Experiential learning has the potential to heighten the impact of emotion on learning.

Students’ emotional experiences as they learn are often overlooked, but recent research in the field of psychology highlights the connection between the way humans experience emotion and cognition; they go together rather than functioning as independent systems (Felten, Gilchrist, & Darby, 2006). Students participating in experiential learning may experience more heightened emotional responses than in a more traditional lecture-based classroom experience.

For example, consider a course on world religions in which students are assigned the task of attending a worship service in a religious tradition that is new to them. The students can observe elements of the religious practice. Furthermore, the students are likely to experience some (potentially strong) emotions as well – perhaps curiosity, confusion, joy, or even frustration or anger. These emotions have the potential to enhance and strengthen the learning experience for the student. However, the student may need some guidance in processing how the emotional experience is part of the learning and thinking experience. One important way you can help your students to achieve this is to provide them opportunities to critically reflect on their learning experiences.

Experiential learning promotes learning through critical reflection.

The process of critical reflection helps students make deep, real, and lasting connections among the foundational knowledge they have previously gained, the learning they have experienced because of an experiential learning activity, and the situation or context where the learning occurred. Without critical reflection, experiential learning has the potential to lead students to:

  • reinforce previously held stereotypes or misconceptions,
  • derive simple solutions to complex problems,
  • draw inaccurate conclusions or generalizations based on limited information,
  • miss out on the most important learning from the experience, and
  • develop a poor awareness of the connections among the experience and their own learning.

Essentially, without critical reflection, students may “have the experience but miss the meaning” (Eliot, 1943, as cited in Ash & Clayton, 2009, p. 27). Critical reflection is more than a superficial description of events or an expression of personal feelings that are unrelated to the student’s learning. Reflection offers many learning benefits when used appropriately:

“It [reflection] generates learning (articulating questions, confronting bias, examining causality, contrasting theory with practice, pointing to systemic issues), deepens learning (challenging simplistic conclusions, inviting alternative perspectives, asking “why” iteratively), and documents learning (producing tangible expressions of new understandings for evaluation) (Ash and Clayton, 2009, p. 27).”

Without careful guidance from instructors, students are likely to engage in these superficial types of reflection and to miss the benefits of critical reflection and the entire experiential learning experience.

References

Ash, S. L., & Clayton, P. H. (2009). Generating, deepening, and documenting learning: The power of critical reflection in applied learning. Journal of Applied Learning in Higher Education, 1, 25-48.

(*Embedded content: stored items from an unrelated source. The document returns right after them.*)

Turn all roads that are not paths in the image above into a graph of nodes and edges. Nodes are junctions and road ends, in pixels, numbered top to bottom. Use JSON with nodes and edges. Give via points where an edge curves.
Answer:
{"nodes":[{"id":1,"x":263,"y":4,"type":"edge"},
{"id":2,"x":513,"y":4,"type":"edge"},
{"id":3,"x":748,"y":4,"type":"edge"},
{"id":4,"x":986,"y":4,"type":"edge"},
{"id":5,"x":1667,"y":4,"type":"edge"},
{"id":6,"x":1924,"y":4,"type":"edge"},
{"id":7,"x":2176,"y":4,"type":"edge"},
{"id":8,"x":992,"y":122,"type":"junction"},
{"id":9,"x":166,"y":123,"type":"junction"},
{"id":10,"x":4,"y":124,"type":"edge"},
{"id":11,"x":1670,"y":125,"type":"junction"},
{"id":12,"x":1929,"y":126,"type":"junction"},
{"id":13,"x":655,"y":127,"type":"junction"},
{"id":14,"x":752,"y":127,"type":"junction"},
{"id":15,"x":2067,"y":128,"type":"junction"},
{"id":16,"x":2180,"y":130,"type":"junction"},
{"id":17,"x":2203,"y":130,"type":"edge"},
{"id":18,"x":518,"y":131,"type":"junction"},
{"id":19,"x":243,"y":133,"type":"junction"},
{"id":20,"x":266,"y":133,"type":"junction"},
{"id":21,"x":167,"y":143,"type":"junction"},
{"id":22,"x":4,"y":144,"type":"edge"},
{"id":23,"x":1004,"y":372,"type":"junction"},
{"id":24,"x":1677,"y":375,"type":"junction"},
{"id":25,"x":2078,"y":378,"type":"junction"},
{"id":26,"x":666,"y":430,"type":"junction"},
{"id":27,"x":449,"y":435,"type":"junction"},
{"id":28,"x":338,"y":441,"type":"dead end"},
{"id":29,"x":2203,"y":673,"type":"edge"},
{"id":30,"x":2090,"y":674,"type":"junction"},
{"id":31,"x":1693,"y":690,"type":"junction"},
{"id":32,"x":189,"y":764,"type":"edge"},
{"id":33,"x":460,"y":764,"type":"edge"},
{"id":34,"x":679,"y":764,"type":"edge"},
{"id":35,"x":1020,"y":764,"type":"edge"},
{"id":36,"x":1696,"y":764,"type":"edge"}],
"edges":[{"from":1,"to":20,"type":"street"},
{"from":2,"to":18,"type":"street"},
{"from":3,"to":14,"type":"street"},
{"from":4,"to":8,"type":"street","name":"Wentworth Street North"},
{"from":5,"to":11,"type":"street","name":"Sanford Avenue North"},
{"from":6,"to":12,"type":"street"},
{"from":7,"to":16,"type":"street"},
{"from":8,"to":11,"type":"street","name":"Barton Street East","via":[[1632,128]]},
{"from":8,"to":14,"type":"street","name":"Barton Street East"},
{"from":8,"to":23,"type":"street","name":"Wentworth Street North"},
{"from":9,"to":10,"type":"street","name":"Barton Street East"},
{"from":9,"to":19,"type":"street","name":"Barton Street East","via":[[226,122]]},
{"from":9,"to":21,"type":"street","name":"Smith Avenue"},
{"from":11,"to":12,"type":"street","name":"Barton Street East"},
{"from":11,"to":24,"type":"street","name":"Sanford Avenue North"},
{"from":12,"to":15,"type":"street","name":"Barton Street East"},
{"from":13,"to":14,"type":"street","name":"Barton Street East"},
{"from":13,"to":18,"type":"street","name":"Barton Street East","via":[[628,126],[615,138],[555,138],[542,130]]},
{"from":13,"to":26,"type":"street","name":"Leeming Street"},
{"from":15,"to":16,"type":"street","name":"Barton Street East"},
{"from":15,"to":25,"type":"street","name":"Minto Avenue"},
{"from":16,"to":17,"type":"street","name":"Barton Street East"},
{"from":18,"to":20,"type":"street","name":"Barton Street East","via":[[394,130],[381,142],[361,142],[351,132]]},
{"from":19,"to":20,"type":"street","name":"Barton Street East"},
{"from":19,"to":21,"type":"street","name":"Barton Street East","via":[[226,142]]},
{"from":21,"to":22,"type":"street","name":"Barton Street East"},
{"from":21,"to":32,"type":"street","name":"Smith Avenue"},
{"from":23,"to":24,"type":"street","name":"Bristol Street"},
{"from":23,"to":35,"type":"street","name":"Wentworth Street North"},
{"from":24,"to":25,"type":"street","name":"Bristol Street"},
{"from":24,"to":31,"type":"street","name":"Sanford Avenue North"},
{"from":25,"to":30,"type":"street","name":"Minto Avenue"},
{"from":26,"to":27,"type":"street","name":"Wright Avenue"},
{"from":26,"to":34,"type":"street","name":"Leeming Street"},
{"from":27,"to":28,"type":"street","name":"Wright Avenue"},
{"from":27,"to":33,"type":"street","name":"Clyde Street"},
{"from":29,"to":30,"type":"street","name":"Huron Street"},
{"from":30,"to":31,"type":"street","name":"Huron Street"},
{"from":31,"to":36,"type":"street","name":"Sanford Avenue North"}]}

Center for Learning Experimentation, Application, and Research. (2016). Teaching Resources for Engaged Educators [online training modules]. Denton, TX: University of North Texas.

Felten, P., Gilchrist, L. Z., & Darby, A. (2006). Emotion and learning: Feeling our way toward a new theory of reflection in service learning. Michigan Journal of Community Service Learning, 12, 38-46.

Helle, L., Tynjälä, P., & Olkinuora, E. (2006). Project-based learning in post-secondary education – theory, practice, and rubber sling shots. Higher Education, 51(2), 287-314.

Helle, L., Tynjälä, P., Olkinuora, E., & Lonka, K. (2007). ‘Ain’t nothing like the real thing.’ Motivation and study processes on a work-based project course in information systems design. British Journal of Educational Psychology, 77(2), 397-411.

Svinicki, M. D., & McKeachie, W. J. (2014). McKeachie’s teaching tips: Strategies, research, and theory for college and university teachers (14th edition). Belmont, CA: Wadsworth Cengage Learning.